Tate, herself, is the director of a ladies transition rehabilitation center. “I make all my girls go to morning prayer,” she said. “I think it’s really important to have that substantial base and learn because most of these people that we deal with come out of jail and they have no upbringing or no knowledge of good and evil. They just know evil.”
Both Tate and CCNO Chaplain John Cattell stressed the importance of following up in the successful rehabilitation of the inmates they deal with. “For a while they made it a little difficult because you couldn’t follow up,” Tate said. “If you were a volunteer and you went out to do church, they didn’t want you following up until six months after they were out. That makes it difficult because you want to see them succeed. That has since changed. They can go to church and be mentored once they get out.”
Reach Up has several pressing needs going forward. First, there is a great need for finances to keep the ministry going. Currently, the major fundraiser for Reach Up is the annual banquet but the last few years it has fallen far short of the needs. “It’s just like any mission, any church that people support. Ministries need support,” Cattell said. “We’re helping to make the community safer, better. The first few years Reach Up ran on a budget of about $25,000 which was all raised at the banquet. The last couple of years we’ve raised about $6,000. It’s really been down.”
Another need is for younger people to join the work of Reach Up. “There are many ways that people can be involved without going into the jail,” Tate said. “There’s something out there good being performed.”
“Reach Up supplies the chaplain and provides spiritual guidance at the jail,” said Chaplain Cattell. “It’s an important ministry to the jail. They are very supportive of us being there, coming in. Our volunteers that are doing services every day or going in the units give the people there someone to talk to. Actually, what they tell us is it keeps the jail calmer. They have someone to help them deal with their frustrations or questions.”
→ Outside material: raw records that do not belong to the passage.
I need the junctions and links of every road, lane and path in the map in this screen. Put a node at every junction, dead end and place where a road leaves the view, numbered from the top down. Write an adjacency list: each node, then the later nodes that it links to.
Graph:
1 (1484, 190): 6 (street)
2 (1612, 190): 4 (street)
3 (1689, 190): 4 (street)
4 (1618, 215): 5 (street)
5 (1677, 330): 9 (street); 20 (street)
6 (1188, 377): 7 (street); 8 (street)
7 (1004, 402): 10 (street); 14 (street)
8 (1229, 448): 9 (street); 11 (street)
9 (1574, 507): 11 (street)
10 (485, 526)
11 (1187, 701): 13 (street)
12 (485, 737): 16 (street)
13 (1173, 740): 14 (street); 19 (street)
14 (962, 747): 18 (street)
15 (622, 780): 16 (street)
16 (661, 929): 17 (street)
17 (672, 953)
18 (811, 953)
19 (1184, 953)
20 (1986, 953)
Each volunteer with Reach Up is considered a chaplain with Cattell serving as ‘Head Chaplain.’ “They can go into any of the units to talk with the people where there at,” Cattell said. “It doesn’t have to be just at church services.”
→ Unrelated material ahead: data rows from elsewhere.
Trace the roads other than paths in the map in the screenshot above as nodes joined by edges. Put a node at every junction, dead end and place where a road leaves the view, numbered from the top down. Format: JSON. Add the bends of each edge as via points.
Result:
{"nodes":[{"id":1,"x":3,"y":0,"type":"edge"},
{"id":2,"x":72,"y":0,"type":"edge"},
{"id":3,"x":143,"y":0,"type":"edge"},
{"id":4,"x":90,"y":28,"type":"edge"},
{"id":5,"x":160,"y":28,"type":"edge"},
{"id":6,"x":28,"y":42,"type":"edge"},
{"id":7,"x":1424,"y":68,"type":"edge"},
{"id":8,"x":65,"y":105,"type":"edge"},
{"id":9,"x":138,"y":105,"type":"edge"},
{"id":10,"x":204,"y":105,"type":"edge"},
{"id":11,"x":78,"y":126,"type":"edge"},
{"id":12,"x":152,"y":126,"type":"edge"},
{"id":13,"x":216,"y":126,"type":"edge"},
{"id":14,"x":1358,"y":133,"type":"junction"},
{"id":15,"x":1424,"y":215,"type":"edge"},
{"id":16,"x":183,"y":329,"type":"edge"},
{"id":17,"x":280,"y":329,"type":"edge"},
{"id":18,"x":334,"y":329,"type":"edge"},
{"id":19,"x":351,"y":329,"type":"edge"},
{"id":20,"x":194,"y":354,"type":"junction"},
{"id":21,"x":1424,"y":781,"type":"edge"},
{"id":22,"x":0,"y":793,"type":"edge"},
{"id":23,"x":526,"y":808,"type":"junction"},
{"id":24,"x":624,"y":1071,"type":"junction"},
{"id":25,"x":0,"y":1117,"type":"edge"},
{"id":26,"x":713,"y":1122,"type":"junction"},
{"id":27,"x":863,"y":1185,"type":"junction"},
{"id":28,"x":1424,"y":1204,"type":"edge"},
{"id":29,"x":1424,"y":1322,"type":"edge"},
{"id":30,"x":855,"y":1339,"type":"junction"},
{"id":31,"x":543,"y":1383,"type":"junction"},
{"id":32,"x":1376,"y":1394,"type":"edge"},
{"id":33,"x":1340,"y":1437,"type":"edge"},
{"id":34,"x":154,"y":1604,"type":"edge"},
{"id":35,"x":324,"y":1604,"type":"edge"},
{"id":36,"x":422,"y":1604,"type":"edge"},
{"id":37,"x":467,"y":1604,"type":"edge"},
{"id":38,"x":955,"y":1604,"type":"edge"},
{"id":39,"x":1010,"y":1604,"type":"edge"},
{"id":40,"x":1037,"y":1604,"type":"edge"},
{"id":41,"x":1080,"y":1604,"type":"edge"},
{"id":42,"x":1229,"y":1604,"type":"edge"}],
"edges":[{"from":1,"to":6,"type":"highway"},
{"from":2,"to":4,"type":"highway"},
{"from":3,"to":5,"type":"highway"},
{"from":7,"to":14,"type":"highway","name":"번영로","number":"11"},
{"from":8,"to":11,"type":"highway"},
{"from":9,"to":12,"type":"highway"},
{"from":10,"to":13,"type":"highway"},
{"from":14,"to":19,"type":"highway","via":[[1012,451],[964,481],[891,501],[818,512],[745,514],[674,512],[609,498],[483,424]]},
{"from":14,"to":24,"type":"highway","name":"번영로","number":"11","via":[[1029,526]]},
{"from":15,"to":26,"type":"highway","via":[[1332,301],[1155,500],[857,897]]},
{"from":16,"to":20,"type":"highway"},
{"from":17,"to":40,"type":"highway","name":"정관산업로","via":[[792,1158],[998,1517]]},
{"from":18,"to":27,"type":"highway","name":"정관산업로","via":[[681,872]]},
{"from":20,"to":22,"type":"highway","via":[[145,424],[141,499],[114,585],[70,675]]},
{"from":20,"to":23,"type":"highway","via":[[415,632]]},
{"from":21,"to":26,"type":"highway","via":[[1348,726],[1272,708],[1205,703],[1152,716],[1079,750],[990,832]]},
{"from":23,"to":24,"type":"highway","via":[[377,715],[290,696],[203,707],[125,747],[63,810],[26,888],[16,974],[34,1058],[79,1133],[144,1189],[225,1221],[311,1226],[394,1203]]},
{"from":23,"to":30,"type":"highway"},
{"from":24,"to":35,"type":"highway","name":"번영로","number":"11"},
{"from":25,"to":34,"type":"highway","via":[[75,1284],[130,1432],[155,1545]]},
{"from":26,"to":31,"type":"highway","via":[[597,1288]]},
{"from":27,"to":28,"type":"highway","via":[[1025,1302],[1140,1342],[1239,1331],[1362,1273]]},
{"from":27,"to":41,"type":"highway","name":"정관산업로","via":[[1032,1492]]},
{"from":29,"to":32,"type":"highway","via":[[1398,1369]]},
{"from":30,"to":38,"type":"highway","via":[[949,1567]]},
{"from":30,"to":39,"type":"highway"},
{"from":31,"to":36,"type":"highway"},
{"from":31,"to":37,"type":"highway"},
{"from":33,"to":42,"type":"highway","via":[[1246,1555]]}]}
“And, sometimes people just have questions and they need answers,” Tate said. “Volunteers can go in and do a Bible study. Essentially, Reach Up is in charge of the spiritual bond at the jail. The recidivism rate at the county jails is higher than at the prison because of the longer terms at the prison. That’s where they need to be educated. They need to know that they don’t have to come back constantly, that there is a different way, a different lifestyle.”
Reach Up’s board consists of one person from each county. Tate serves as president of the board and joining her at the executive level are: Tom Salpietro, vice president, Toledo; Kent Roth, treasurer, Archbold; Arlene Iler, Secretary, Defiance. Rounding out the board are Baldemar Bejarano, Defiance; Marlin Klopfenstein, Wauseon; James Scruta, Napoleon; Linda Shambarger, Stryker; John Widmer, Montpelier and Doris Klopfenstein, Archbold. Most board members began as volunteers but not all.
According to Chaplain Cattell, Reach Up has almost 40 different things they offer every week. “There is a church service every day and there are other programs, too,” he said. “There are classes on alcohol and drug treatment, life skills programs for men and women, quite a few different things like that.”
CCNO is considered a jail, not a prison. “Seldom are they there over a year,” said Chaplain Cattell, “because either their case is resolved and it’s a short term or they are sent to prison and they leave for prison from there. They may be there a while if their cases drag on but more than likely the long term stays are done within the prison system.”
Cattell stated that he follows the people that leave CCNO to go to prison. “I email in to them trying to keep a dialogue going so they still know we’re out here if they need help when they get out,” he said. “Sometimes that’s a year or two or some I’ve been writing to for six or seven years. We try to meet their needs. When they go home we try to be there. If they go to prison we try to be there.”
Not only does Reach Up minister to those in the jail, they also host support groups for the families of those incarcerated. “We started this about a year and a half ago,” Cattell said. “The support group is for parents or family members who have people in either jail or prison. One of our volunteers had a son in prison but they had nobody to talk to about it. Their family didn’t want to talk about it, they didn’t want their neighbors to know and the lady – her son had been in for five years – and for five years she had to sleep with the light on and the TV on just to get through the night. We started the group because of them and in three weeks she was able to sleep without the TV on all night, just because she had someone to talk to. Just being able to talk about it is everything because they’re in prison, too. When they get sentenced, their family gets sentenced.”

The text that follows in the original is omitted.